Consiglio di Stato riammette Forlì A1 maschile di volley a 15 squadre
ROMA – A1 a quindici squadre con due retrocessioni. Lo ha deciso oggi la Fipav dopo l’ordinanza emessa ieri dal Consiglio di Stato che, ribaltando la sentenza del Tar, ha riammesso Forlì nella massima serie. «La Fipav in data odierna – recita la nota della federazione – alla luce della vicenda relativa alla posizione delle società Pineto e Forlì discussa al Consiglio di Stato nella Camera di Consiglio di ieri, ha esaminato con la propria Giunta Esecutiva il contenuto dell’ordinanza e, più in generale, la situazione complessiva dei campionati di serie A1 e A2 maschili. La Giunta Esecutiva ha evidenziato che l’ordinanza del Consiglio di Stato ha dichiarato inammissibile l’istanza di Forlì sul presupposto che il ripescaggio preannunciato dalla Lega il 27 luglio 2009 non sia mai stato revocato. Il supremo Giudice Amministrativo conferma nelle motivazioni che per riaffermare la posizione in serie A2 del Forlì occorre un formale atto in via di autotutela e lascia intendere che la Fipav sarebbe perfettamente nei termini e nelle condizioni per adottarlo. La Fipav tuttavia, a fronte di questa valutazione strettamente tecnico-giuridica, ritiene di far prevalere l’interesse generale delle società di A1 e A2, strutturando il campionato di serie A1 a 15 squadre con due retrocessioni e modificando conseguentemente anche il campionato di A2».
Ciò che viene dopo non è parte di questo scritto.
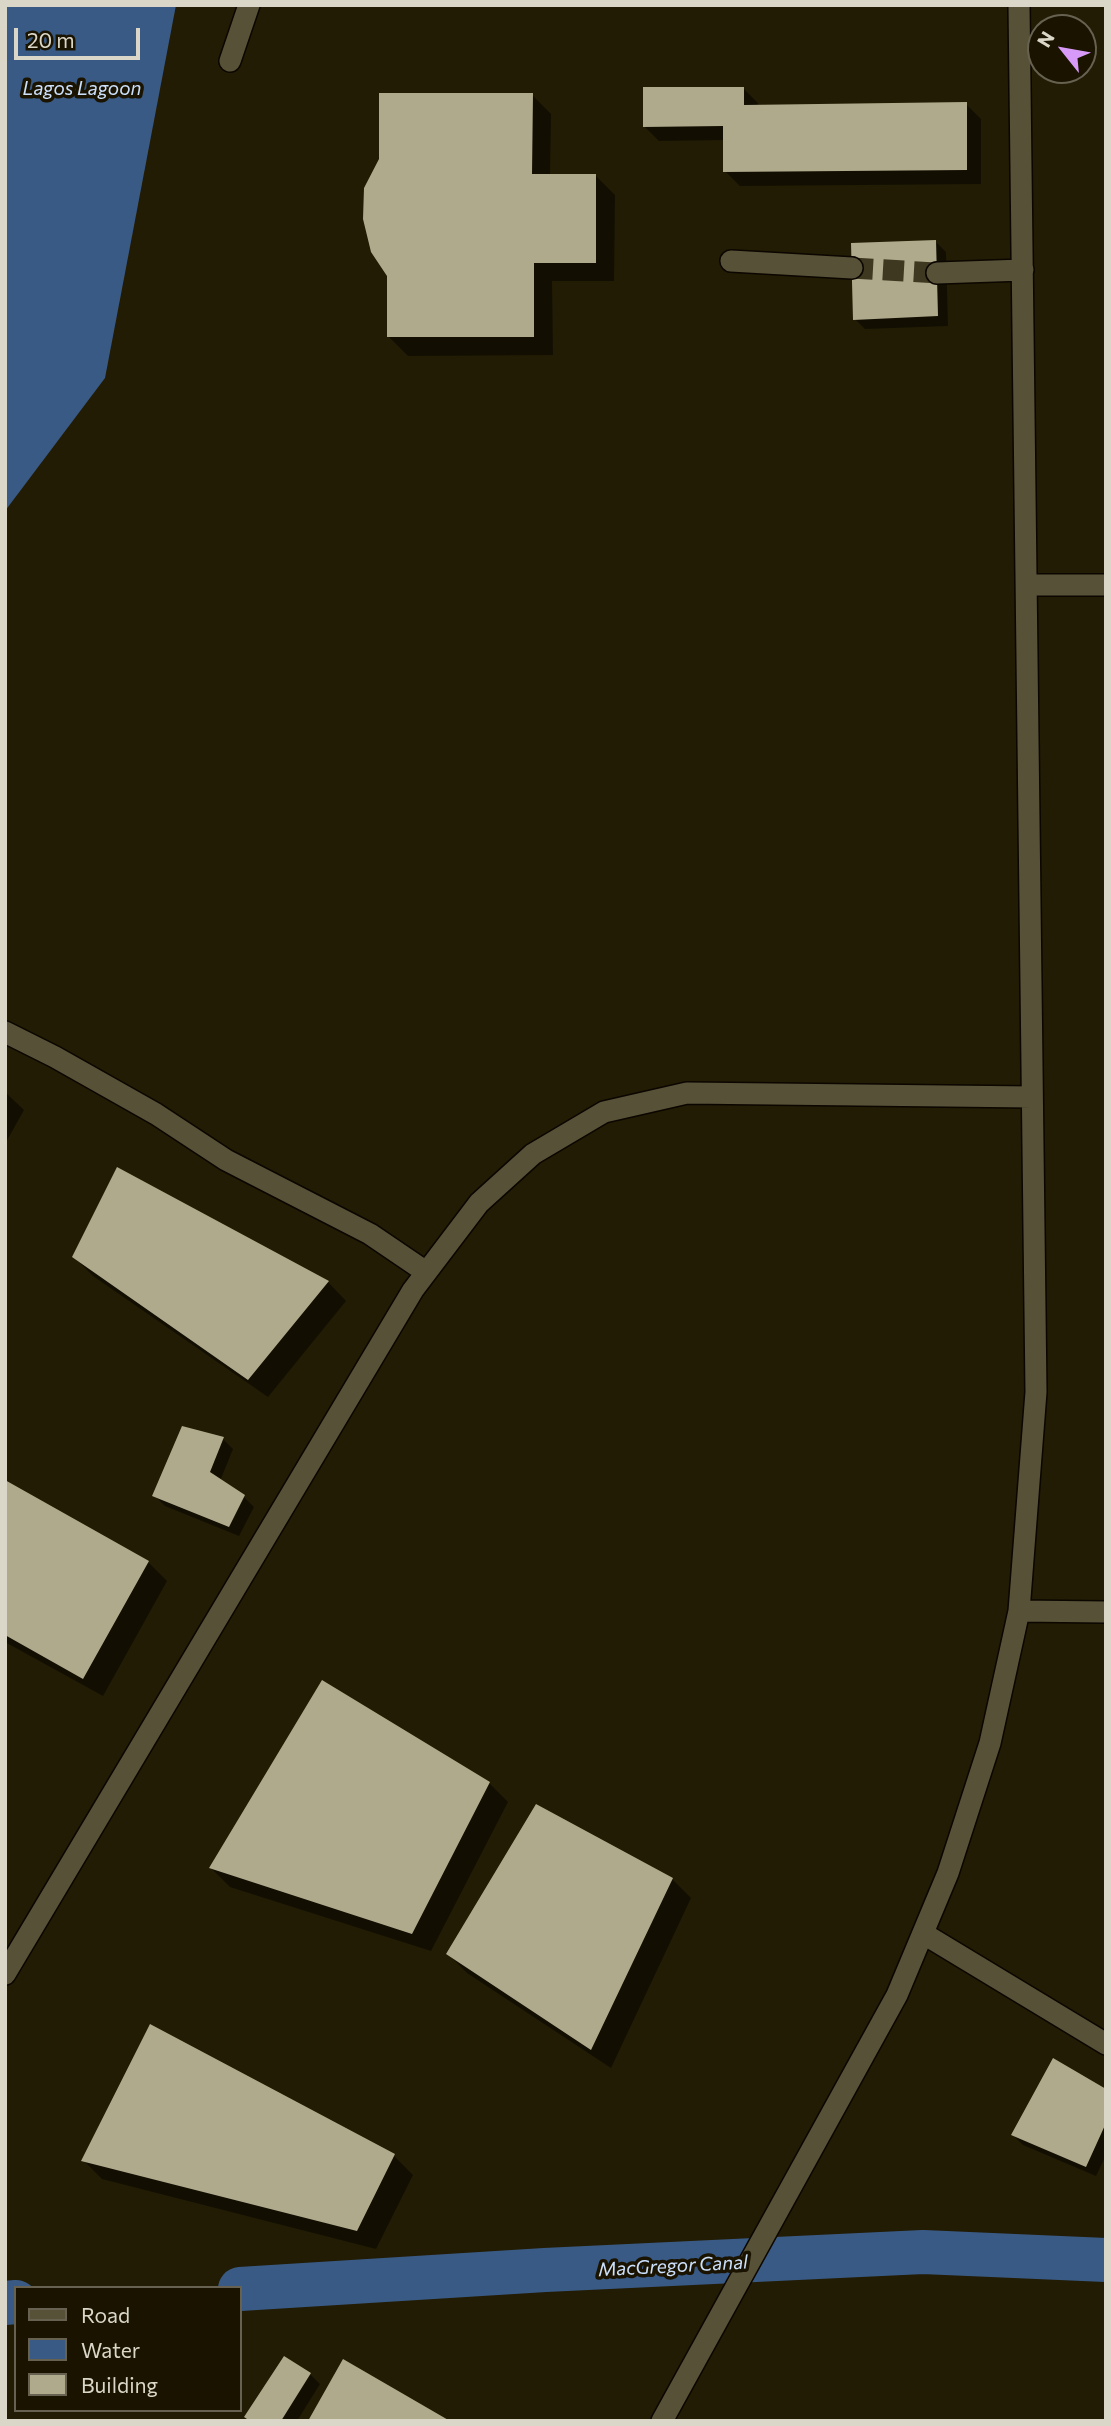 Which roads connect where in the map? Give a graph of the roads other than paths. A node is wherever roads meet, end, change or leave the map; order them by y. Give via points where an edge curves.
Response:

«Tale soluzione – prosegue il comunicato – che risulta compatibile sia con il campionato già iniziato, sia con il termine finale e con gli impegni della Nazionale in prospettiva Mondiale 2010, è l'unica in grado per un verso di mettere fine al contenzioso attualmente in corso senza danni per i protagonisti dello stesso. In tale situazione di eccezionalità inoltre, la Fipav ha valutato l'esigenza di tutelare l’organizzazione dei campionati e la presenza di realtà storicamente importanti sul territorio nazionale anche al fine di non impoverire il patrimonio tecnico della pallavolo di vertice e, pertanto, sulla richiesta della società Gabeca Pallavolo, documentata e esaminata favorevolmente dal CR competente, ottenute le garanzie del caso sulle caratteristiche tecniche dell’impianto di Monza ha stabilito di concedere in via eccezionale l’autorizzazione al trasferimento nell’impianto di gioco presso il Palazzetto dello Sport di Monza».